## What you will do
Copy out all lines of the records in which the word "North" appears.

──────── Records to use

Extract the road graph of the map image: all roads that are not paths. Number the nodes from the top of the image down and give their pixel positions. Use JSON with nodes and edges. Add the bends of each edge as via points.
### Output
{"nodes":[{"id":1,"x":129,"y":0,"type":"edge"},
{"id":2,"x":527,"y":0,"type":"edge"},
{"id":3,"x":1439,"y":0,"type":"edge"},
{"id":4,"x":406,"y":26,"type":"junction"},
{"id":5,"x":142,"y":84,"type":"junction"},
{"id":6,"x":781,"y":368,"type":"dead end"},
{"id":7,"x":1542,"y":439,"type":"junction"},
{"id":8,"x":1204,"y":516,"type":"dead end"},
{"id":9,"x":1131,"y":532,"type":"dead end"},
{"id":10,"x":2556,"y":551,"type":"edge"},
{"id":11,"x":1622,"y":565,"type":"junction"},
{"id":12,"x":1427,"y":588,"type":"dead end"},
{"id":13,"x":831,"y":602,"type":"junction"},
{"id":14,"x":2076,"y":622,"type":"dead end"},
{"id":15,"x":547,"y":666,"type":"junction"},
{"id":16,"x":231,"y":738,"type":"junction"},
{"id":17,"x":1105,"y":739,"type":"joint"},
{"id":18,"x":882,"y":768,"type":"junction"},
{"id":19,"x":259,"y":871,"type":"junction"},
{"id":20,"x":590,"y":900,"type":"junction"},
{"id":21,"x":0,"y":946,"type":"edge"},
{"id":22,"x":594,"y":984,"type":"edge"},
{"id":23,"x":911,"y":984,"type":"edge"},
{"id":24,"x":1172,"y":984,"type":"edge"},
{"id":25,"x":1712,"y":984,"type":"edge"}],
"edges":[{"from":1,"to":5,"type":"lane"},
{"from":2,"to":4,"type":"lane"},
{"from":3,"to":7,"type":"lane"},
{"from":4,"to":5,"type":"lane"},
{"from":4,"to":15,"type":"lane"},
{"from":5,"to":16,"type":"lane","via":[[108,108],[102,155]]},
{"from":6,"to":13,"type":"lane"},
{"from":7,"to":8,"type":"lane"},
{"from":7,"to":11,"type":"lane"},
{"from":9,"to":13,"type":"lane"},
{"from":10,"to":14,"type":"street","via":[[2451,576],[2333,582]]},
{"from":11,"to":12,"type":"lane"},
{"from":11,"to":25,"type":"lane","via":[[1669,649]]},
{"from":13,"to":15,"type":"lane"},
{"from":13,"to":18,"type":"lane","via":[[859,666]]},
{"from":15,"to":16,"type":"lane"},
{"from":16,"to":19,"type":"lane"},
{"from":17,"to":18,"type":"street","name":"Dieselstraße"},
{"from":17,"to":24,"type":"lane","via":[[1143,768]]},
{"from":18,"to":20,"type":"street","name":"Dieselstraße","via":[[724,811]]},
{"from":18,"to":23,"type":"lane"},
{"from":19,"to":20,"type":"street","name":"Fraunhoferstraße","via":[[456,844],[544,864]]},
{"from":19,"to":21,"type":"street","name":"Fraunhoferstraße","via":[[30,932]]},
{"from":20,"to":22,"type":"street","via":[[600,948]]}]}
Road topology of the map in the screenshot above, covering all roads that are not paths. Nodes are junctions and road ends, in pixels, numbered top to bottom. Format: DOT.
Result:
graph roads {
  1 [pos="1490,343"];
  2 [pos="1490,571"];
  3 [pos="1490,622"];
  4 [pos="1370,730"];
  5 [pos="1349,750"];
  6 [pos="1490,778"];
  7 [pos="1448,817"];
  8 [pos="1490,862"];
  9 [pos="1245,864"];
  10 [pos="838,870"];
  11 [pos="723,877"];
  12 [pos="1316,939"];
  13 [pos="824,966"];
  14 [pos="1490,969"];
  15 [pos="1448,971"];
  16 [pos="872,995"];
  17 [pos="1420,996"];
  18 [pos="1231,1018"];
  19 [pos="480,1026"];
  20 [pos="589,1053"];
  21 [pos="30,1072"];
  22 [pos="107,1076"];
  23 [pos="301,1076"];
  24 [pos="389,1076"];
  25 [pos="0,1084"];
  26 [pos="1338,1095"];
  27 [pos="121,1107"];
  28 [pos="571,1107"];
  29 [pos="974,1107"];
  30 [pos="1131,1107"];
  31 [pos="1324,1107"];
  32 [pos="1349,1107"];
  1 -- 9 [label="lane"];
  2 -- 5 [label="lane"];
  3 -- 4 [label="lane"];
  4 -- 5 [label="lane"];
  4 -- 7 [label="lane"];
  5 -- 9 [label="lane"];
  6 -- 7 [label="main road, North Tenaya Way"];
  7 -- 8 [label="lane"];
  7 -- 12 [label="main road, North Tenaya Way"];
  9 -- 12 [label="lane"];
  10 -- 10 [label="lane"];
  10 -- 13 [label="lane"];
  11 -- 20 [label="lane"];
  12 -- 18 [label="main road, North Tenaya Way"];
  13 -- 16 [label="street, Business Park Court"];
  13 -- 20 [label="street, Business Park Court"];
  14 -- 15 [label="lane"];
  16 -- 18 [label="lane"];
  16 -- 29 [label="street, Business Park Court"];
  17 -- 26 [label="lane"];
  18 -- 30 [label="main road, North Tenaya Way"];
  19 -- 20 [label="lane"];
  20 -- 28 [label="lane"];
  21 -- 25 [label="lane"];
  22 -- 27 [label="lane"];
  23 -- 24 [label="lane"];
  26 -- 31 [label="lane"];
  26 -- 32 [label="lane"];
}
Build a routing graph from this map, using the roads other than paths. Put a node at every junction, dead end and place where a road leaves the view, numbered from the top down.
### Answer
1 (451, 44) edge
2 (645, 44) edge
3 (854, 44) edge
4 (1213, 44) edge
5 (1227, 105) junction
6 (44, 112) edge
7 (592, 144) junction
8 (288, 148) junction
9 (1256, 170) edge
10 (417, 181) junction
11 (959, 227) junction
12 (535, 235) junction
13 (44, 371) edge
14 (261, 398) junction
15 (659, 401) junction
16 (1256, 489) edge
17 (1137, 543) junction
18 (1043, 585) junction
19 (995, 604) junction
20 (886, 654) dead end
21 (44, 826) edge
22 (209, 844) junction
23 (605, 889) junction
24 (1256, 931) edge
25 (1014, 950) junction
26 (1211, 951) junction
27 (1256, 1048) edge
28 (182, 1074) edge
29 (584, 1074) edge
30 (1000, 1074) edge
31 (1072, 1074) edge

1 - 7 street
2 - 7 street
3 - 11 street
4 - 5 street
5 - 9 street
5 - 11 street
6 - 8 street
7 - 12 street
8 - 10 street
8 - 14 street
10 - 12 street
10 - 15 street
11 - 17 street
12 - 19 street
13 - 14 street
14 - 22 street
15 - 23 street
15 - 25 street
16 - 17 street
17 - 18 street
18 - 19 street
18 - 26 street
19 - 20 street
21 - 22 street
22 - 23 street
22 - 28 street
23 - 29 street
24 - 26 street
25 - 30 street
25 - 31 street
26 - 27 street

────────────────

## Task result
  6 -- 7 [label="main road, North Tenaya Way"];
  7 -- 12 [label="main road, North Tenaya Way"];
  12 -- 18 [label="main road, North Tenaya Way"];
  18 -- 30 [label="main road, North Tenaya Way"];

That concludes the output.